Negotiate your monthly minimum fee.  A monthly minimum fee is the minimum amount of processing charges that a merchant must pay their provider in a monthly period.  In any month where processing fees don't equal the minimum, the merchant will have to pay the difference out of pocket.  Businesses that have a substantial and consistent monthly processing volume won't be affected by a monthly minimum as much as businesses that process seasonally or that don't process a high volume.  If you're paying monthly minimums on a fairly regular basis, call your provider and ask to have the fees reduced or waived.  If they decline to work with you, find another provider that doesn't charge a minimum.
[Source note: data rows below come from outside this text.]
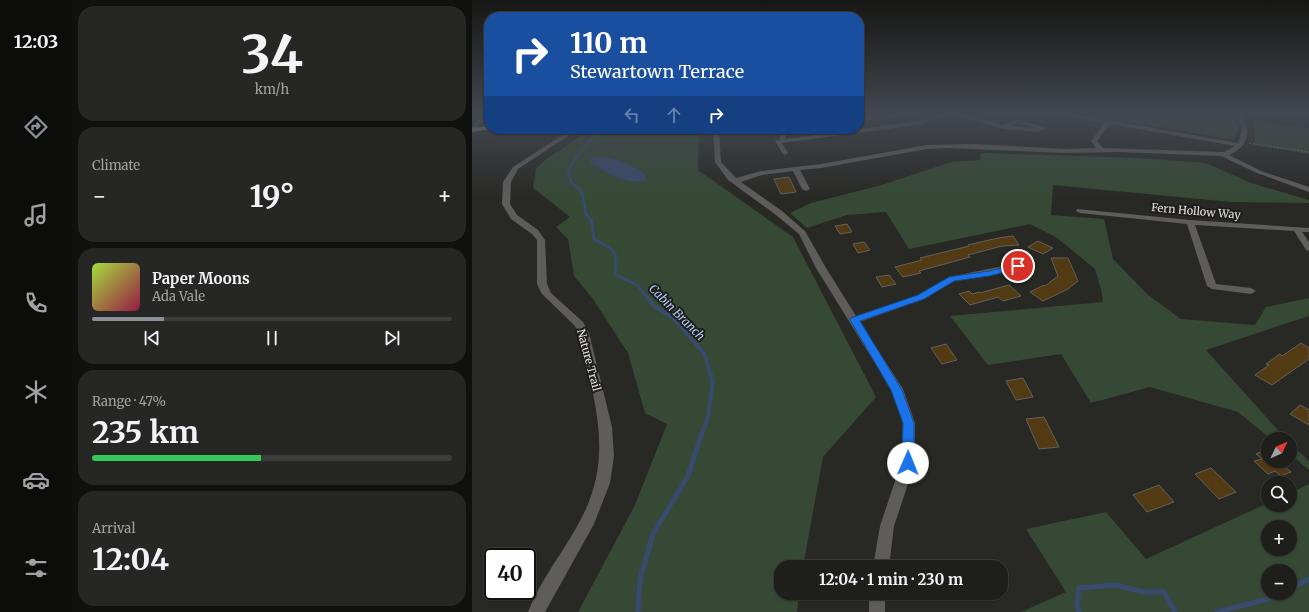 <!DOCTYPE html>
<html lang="en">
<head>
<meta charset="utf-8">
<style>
	body { margin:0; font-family:Merriweather,serif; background:#262724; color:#f1f3f6; height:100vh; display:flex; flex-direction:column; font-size:15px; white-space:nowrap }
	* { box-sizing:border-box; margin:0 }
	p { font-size:13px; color:#a1a2a3 }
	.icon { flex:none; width:22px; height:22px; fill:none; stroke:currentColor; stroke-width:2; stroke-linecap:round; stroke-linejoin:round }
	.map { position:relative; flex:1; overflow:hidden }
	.panel { display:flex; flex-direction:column; gap:6px; padding:6px; background:#10100f; width:400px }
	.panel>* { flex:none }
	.top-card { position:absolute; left:12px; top:12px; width:380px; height:122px; border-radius:16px; box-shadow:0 1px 3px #0004,0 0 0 1px #3c3c3a; background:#1a4fa0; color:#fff; overflow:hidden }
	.needle { width:26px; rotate:46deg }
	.controls { position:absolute; left:789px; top:432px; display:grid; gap:8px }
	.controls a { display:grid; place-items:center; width:36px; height:36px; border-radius:50%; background:#1e1e1b; box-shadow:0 1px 3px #0004,0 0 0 1px #3c3c3a; font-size:20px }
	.speed { position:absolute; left:12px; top:548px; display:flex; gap:8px; font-size:20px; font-weight:700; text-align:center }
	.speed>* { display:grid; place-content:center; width:52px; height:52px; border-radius:50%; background:#1e1e1b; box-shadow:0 1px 3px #0004,0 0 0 1px #3c3c3a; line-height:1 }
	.speed .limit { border:2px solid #111; border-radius:6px; background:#fff; color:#111 }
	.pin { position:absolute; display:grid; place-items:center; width:34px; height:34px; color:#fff; margin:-17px; border:2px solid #fff; border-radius:50%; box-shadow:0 1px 4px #0007 }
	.me { position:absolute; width:44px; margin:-22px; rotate:1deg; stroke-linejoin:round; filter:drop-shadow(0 0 3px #0008) }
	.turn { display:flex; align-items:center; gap:14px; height:84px; padding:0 20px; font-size:18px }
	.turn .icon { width:52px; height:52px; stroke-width:2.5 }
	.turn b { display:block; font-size:28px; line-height:34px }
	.lanes { display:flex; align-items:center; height:38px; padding:0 20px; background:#0003; justify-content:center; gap:20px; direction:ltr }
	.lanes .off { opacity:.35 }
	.big { font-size:30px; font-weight:700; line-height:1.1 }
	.panel .card { flex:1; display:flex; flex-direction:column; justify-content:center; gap:6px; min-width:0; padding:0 14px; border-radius:16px; background:#262724 }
	.panel .dial { align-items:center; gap:0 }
	.dial b { font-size:52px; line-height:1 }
	.song { display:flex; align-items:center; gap:12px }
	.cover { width:48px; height:48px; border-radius:6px; background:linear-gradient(135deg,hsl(80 70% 55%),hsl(340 70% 35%)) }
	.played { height:4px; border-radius:2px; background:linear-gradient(90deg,#8c9099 20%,#3c3c3a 20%) }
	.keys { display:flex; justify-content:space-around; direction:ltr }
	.heat { display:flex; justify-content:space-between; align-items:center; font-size:22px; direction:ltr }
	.charge { height:6px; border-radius:3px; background:linear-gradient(90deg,#34c759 47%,#3c3c3a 0) }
	.trip { position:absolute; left:302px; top:560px; width:234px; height:40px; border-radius:16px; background:#1e1e1b; box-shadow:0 1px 3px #0004,0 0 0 1px #3c3c3a; font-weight:700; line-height:40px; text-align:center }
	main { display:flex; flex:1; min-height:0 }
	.tab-bar { display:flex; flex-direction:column; width:72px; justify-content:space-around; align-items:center; background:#0c0c0b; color:#a1a2a3 }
	.tab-bar .icon { width:28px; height:28px }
	.tab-bar .active { color:#8c9099 }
	.tab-bar b { font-size:18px; color:#f1f3f6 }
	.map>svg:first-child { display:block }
	.green { fill:#364935; fill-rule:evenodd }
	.water { fill:#384b6e }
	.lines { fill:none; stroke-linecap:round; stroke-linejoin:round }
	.stream-far3 { stroke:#384b6e; stroke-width:2.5 }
	.stream-far2 { stroke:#384b6e; stroke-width:3 }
	.stream-far1 { stroke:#384b6e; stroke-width:4 }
	.stream { stroke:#384b6e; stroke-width:5 }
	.building { fill:#523b13; stroke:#63615d }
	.path { stroke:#676764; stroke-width:1.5; stroke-dasharray:2 1.5; stroke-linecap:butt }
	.minor { fill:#5f5d5c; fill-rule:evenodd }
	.major { fill:#969291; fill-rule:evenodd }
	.route { fill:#1a73e8; stroke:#114b97 }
	.labels { text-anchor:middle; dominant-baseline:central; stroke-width:4; stroke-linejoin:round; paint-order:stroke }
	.street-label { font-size:11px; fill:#e1e1df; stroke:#1f1e1b }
	.water-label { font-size:12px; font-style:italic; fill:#b0ccfd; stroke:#1f1e1b }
</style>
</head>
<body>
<main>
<nav class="tab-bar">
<b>12:03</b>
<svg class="icon active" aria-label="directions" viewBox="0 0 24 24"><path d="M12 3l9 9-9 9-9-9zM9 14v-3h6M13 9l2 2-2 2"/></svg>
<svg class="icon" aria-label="music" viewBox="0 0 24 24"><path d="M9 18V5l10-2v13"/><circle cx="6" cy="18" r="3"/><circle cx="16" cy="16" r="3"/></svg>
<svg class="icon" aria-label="phone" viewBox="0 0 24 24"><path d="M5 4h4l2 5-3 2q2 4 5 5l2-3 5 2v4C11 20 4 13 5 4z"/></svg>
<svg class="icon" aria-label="climate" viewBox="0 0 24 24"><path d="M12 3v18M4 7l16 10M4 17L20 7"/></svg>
<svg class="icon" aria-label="car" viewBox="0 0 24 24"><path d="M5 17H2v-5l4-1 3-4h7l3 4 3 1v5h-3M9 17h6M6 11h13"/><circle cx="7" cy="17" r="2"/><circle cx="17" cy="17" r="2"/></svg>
<svg class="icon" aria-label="filters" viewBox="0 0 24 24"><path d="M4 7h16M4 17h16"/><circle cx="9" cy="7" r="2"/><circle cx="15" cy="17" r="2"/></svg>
</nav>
<section class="panel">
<div class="card dial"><b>34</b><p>km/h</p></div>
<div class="card"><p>Climate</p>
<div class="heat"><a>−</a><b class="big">19°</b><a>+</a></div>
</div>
<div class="card">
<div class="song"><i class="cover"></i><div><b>Paper Moons</b><p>Ada Vale</p></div></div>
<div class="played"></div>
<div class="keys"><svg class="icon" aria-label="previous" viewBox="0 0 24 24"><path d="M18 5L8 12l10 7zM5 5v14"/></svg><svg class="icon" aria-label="pause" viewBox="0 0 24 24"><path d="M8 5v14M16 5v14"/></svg><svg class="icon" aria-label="next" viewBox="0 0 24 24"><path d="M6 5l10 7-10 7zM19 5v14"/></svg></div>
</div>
<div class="card"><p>Range · 47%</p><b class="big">235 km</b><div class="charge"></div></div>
<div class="card"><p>Arrival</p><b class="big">12:04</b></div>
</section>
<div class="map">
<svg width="837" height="612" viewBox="0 0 837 612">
	<rect width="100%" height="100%" fill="#282824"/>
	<!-- green -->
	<path class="green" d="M 609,114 L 750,114 L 760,116 L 767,127 L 762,140 Z
		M 781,120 L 837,128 L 837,154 L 782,145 L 784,125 Z
		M 115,129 L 227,129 L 226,170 L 321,237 L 404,397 L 351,457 L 331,567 L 309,567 L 309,593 L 327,593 L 325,612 L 106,612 L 163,505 L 195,424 L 173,413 L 156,353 L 121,299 L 102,276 L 96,239 L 84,227 L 98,217 L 61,188 L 64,169 L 73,160 L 106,138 Z
		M 509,153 L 666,158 L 734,163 L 779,183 L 837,200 L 837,203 L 759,202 L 581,185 L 579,215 L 632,219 L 641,259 L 676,295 L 709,319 L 783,325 L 794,307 L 837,298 L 837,316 L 734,350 L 814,439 L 799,439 L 766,412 L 678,387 L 619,403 L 589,354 L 516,365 L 478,316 L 631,302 L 629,289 L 623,269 L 584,237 L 558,224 L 437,249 L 414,212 L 375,215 L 335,228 L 318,213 L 339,203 L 410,185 L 479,162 L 508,160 Z
		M 818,443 L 837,461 L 837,470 L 818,454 Z
		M 837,484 L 837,612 L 549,612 L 594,592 L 554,529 L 634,512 L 674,559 L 796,503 L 796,505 L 818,505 L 818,493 ZM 796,527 L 818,527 L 818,549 L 796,549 ZM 796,571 L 818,571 L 818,593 L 796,593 Z"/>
	<!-- water -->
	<path class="water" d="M 124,157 C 142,156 159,164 173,174 L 173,177 L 176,180 C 153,186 137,173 118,163 L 119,159 Z"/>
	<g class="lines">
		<!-- stream-far3 -->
		<path class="stream-far3" d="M 110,194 L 110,192 L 100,183 L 96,172 L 99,165 L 118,140 L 137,129"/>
		<!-- stream-far2 -->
		<path class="stream-far2" d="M 110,193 L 114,214 L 120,222 L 122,239 L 138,248 L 144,256 L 143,274 L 165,285 L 176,298"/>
		<!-- stream-far1 -->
		<path class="stream-far1" d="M 175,297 L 182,306 L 202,319 L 232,353 L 241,382 L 236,417 L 230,434"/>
		<!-- stream -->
		<path class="stream" d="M 818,589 L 837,579
			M 166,612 L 168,579 L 181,534 L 216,476 L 230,433
			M 607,612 L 605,606 L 607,588 L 644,585 L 671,592 L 692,592 L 703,612
			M 745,612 L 796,599 L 808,593"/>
	</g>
	<!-- building -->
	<path class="building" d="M 317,177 L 324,192 L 309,194 L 302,179 Z
		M 375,224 L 380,232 L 368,234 L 363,226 Z
		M 541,236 L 547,245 L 530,246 L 496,255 L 498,257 L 447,271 L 449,273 L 431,277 L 423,267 L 450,260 L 448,258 L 497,246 L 496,245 L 526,238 Z
		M 566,241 L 581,248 L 571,254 L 556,247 Z
		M 392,242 L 398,250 L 386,253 L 381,244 Z
		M 579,258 L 596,258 L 606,281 L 596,289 L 571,301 L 558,292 L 572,285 L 573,286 L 586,276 Z
		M 417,275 L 424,284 L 410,287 L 404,277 Z
		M 537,285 L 549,296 L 531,301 L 526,297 L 498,305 L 487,294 L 497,291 L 500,294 L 507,292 L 508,293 Z
		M 829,343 L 837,348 L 837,359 L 800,385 L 783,375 L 797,365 L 794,364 L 808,354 L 810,356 Z
		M 474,344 L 485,360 L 470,364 L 459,348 Z
		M 551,378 L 561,397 L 544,400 L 534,381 Z
		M 828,405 L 837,410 L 837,425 L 818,414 Z
		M 572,417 L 587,447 L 567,449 L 554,419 Z
		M 796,449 L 796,461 L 806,461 L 819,472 L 809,476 L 803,471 L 796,474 L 782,461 L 790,459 L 784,454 Z
		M 739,468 L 764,492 L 747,499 L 723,474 Z
		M 687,485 L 702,502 L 675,512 L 661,495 Z"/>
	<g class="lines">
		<!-- path -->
		<path class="path" d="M 777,143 L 837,152"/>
		<!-- minor -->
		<path class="minor" d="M 10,114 L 16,114 L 2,132 L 0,133 L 0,127 Z
			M 418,114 L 439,114 L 387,122 L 387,118 Z
			M 458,114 L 492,114 L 531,125 L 545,119 L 574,128 L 566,132 L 531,129 L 482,115 L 461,118 L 453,123 L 446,125 L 310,143 L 316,153 L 313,155 L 311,154 L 303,141 L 308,139 L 307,129 L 313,129 L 314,139 L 446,121 ZM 545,123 L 564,128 L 539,126 Z
			M 588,114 L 603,114 L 766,143 C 771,129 771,126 762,114 L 768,114 C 781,131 776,147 757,155 L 789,171 L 837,187 L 837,192 L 785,173 L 749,156 L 647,152 L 594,153 L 475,148 L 455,149 L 349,168 L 328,170 L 338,189 L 334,191 L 330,189 L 321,171 L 290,175 L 269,182 L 310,211 L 333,231 L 354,268 L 384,316 L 446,295 L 477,277 L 546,263 L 551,266 L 549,268 L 517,276 L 483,281 L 452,299 L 388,322 L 431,389 L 443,423 L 443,463 L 422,526 L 417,567 L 401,567 L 408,526 L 429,463 L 431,423 L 419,389 L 344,268 L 327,234 L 304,215 L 256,180 L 243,162 L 241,129 L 247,129 L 249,162 L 264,178 L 289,171 L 349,164 L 455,145 L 503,144 L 594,149 L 624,148 L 619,141 L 632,123 ZM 638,124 L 763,146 L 752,152 L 631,148 L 625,141 Z
			M 791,114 L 797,114 L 798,116 L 795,118 Z
			M 96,129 L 102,129 L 96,136 L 46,169 L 39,182 L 38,204 L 45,215 L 66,230 L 73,240 L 75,284 L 79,293 L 111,322 L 117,333 L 140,427 L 142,456 L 138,483 L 122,524 L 73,612 L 56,612 C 69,578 94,549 110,517 C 143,453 121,398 107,333 L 103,326 L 70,294 L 65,284 L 65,240 L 60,234 L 39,219 L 30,204 L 31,182 L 41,167 L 92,134 Z
			M 605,209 L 718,220 L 837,228 L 837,232 L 830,232 L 837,242 L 837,251 L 834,250 L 822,231 L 723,225 L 744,284 L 779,288 L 784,291 L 779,294 L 740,289 L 735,286 L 715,224 L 608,213 L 604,211 Z
			M 397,593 L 413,593 L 413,612 L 397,612 Z"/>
		<!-- major -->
		<path class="major" d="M 17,126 L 17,129 L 19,129 L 0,132 L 0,128 Z"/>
	</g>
	<!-- sky -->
	<linearGradient id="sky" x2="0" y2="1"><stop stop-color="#161614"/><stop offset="0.57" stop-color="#424850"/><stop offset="1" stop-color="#424850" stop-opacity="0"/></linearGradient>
	<rect width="837" height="200" fill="url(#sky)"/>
	<!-- route -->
	<path class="route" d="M 546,264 L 549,265 L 550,266 L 549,268 L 517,276 L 482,281 L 452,299 L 388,321 L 430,390 L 442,423 L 442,463 L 441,466 L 436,468 L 432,466 L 430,463 L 431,423 L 419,390 L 378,320 L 379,318 L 446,295 L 477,277 L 517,271 Z"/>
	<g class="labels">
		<!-- street labels -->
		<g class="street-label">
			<text transform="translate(724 211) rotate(5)">Fern Hollow Way</text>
			<text transform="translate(117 360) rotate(75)">Nature Trail</text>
		</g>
		<!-- water labels -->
		<g class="water-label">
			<text transform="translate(205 312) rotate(45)">Cabin Branch</text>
		</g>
	</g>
</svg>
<div class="controls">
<a><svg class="needle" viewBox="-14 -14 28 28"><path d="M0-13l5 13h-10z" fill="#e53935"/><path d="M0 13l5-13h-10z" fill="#a1a2a3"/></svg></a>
<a><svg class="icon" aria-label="search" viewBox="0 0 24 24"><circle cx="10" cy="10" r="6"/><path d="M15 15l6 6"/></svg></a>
<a>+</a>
<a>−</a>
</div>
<div class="speed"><div class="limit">40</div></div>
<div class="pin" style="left:546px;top:266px;background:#d93025"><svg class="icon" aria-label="arrive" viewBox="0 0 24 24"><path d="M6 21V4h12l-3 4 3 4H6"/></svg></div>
<svg class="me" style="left:436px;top:463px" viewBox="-20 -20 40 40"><circle r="19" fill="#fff"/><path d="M0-13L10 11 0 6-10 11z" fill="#1a73e8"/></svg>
<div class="trip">12:04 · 1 min · 230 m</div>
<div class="top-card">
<div class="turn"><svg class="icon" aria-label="right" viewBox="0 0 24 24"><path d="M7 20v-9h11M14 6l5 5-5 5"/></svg><div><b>110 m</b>Stewartown Terrace</div></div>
<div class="lanes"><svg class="icon off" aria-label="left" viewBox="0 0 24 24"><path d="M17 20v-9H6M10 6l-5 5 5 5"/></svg><svg class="icon off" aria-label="ahead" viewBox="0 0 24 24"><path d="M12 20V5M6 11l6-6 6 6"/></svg><svg class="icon" aria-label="right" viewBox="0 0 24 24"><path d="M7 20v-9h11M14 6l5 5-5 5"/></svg></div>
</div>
</div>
</main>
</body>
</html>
Get two merchant accounts if you process card-present and card-not-present transactions.  Card-present businesses that process even a small amount of not-present transactions can reduce processing fees by getting another merchant account.  When you're trying to save money, the suggestion to open another account may sound counterproductive - but the devil is in the details.  When a not-present transaction is processed through a card-present merchant account, the transaction downgrades to a higher processing rate.  By opening a separate card-not-present merchant account to process not-present transactions, you'll avoid excessive downgrades and save on fees.  Also, providers are usually willing to waive or lower merchant account statement and minimum fees on a second processing account.

Figure out why transactions are downgrading and take action.  A credit card transaction downgrades when it is assessed a surcharge called a mid or non-qualified fee.  Knowing how many of your transactions downgrade is vital to saving money on credit card processing.  Study your monthly processing statements each month to figure out how many of your transactions are downgrading.  If you're unable to read your statement, call your provider and ask that they go through and explain the charges.  Once you assess how many of your transactions are downgrading, call your provider and ask them to explain the reason for the downgrades.  Depending on the reason, it may be possible for your provider to make changes to your account to limit downgrading.  Changing your processing habits may also help minimize downgrades.  When you're processing credit cards, make sure to follow Visa and MasterCard guidelines for qualifying transactions.  For example, always obtain a signature for card present transactions and take care to obtain an AVS match for card-not-present transactions.  When you contact your provider to ask why transactions are downgrading, they should be able to diagnose bad processing habits by looking at downgrades on your statement.  Be sure to ask for their suggestion on how you can change your procedures to minimize downgrades.